Jacques Arago’s Sketch from 1819 of Lahaina in Maui Makes its Return to Hawai‘i
A sketch of Maui that began on a French ship in 1819 is back in the Islands because of a collector, an Australian book dealer and a secret donor.
Jacques Arago’s sketch of Lahaina from the sea, circa 1819. At left, the missing piece; right, Cooke’s print. Click the image for a closer look.
Photos: Courtesy of mānoa heritage center
After a journey that reads like an international tale of adventure, two pieces of a 200-year-old drawing of West Maui— mysteriously split up for a century—have been reunited.
This story begins in the summer of 1819 in the waters off Maui when a French artist named Jacques Arago sketched what is believed to be the first drawing of Lahaina by a Westerner. Arago was employed to document French Capt. Louis de Freycinet’s worldwide voyage of scientific discovery.

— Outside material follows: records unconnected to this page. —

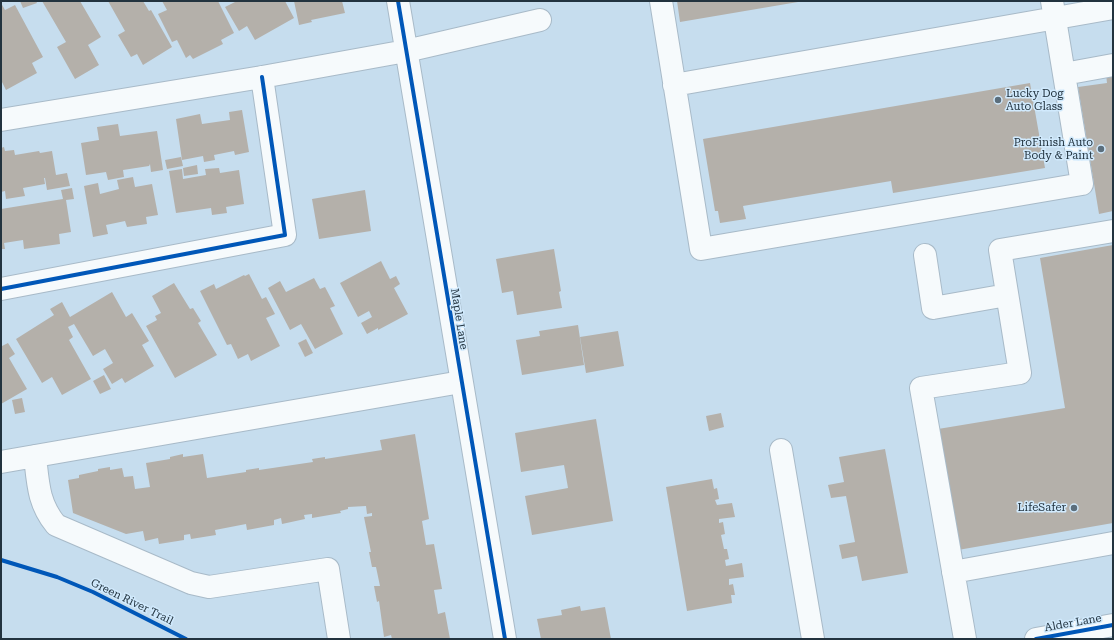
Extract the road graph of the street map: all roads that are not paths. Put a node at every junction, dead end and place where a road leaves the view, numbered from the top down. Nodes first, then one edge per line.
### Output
1 (398, 1) edge
2 (661, 1) edge
3 (1113, 8) edge
4 (1053, 10) edge
5 (540, 20) dead end
6 (406, 51) junction
7 (1113, 65) edge
8 (1064, 74) junction
9 (262, 77) junction
10 (674, 85) junction
11 (1, 120) edge
12 (1113, 232) edge
13 (924, 255) dead end
14 (1, 289) edge
15 (1007, 295) junction
16 (461, 382) junction
17 (781, 450) dead end
18 (35, 456) junction
19 (1, 462) edge
20 (1113, 543) edge
21 (953, 572) junction
22 (1113, 625) edge
23 (339, 639) edge
24 (505, 639) edge
25 (813, 639) edge
26 (965, 639) edge
27 (1036, 639) edge

1 - 6 street, Maple Lane
2 - 10 street
3 - 4 street
4 - 8 street
4 - 10 street
5 - 6 street
6 - 9 street
6 - 16 street, Maple Lane
7 - 8 street
8 - 10 street
9 - 11 street
9 - 14 street
12 - 15 street
13 - 15 street
15 - 21 street
16 - 18 street
16 - 24 street, Maple Lane
17 - 25 street
18 - 19 street
18 - 23 street
20 - 21 street
21 - 26 street
22 - 27 street, Alder Lane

The pencil, pen and ink drawing (seen below) has faded and the paper yellowed a bit but it clearly depicts a scene of thatched homes nestled among coconut palms, kou or milo trees in the Ukumehame area, with the jagged peaks of the West Maui Mountains rising behind. Loopy cursive labels the island “Mowhee,” with the year and the artist’s signature.
Kama‘āina collector Sam Cooke had acquired the right half of the drawing with the words “Prise du Mouillage de Lahaina,” or nearshore view of Lahaina, written as a caption. It’s part of the extensive art collection maintained by his widow, Mary, at Kūali‘i, the Cooke family’s Tudor-style mansion, which will later become a historic house museum as part of Mānoa Heritage Center, the nonprofit that the couple founded to promote an understanding of Hawai‘i’s cultural and natural heritage.
In 2017, Australian book dealer Derek McDonnell of Hordern House in Sydney purchased a case of historian David W. Forbes’ 2016 book, Paintings, Prints, and Drawings of Hawai‘i from the Sam and Mary Cooke Collection, which included Sam’s section of the Arago sketch. The lavish volume notes: “If there was ever a continuation of this drawing showing the latter spot, it cannot be located now.” Within months, in 2018, McDonnell stumbled upon the second half of the drawing for sale. “I could hardly believe my eyes—what was clearly the missing half of the panorama was there before me, as simple as that,” he says. He contacted a friend of Sam Cooke, who bought the drawing for the center in honor of Sam for an undisclosed sum.
Mary and Sam Cooke outside their home in 2007.
“The drawing came wrapped very professionally,” explains Jessica Welch, executive director of the Mānoa Heritage Center, so the unveiling “took forever.” Mary Cooke stood by watching, along with author Forbes, a no-nonsense historian. When the halves went together, “you could see a tear coming out of his eye, and Mary’s eyes welled up, too,” Welch says.
No one seems to know how the drawing was separated. “Now the two are together,” Forbes says. “That’s a very rare thing.” And the man who paid to reunite them? He wishes to remain anonymous.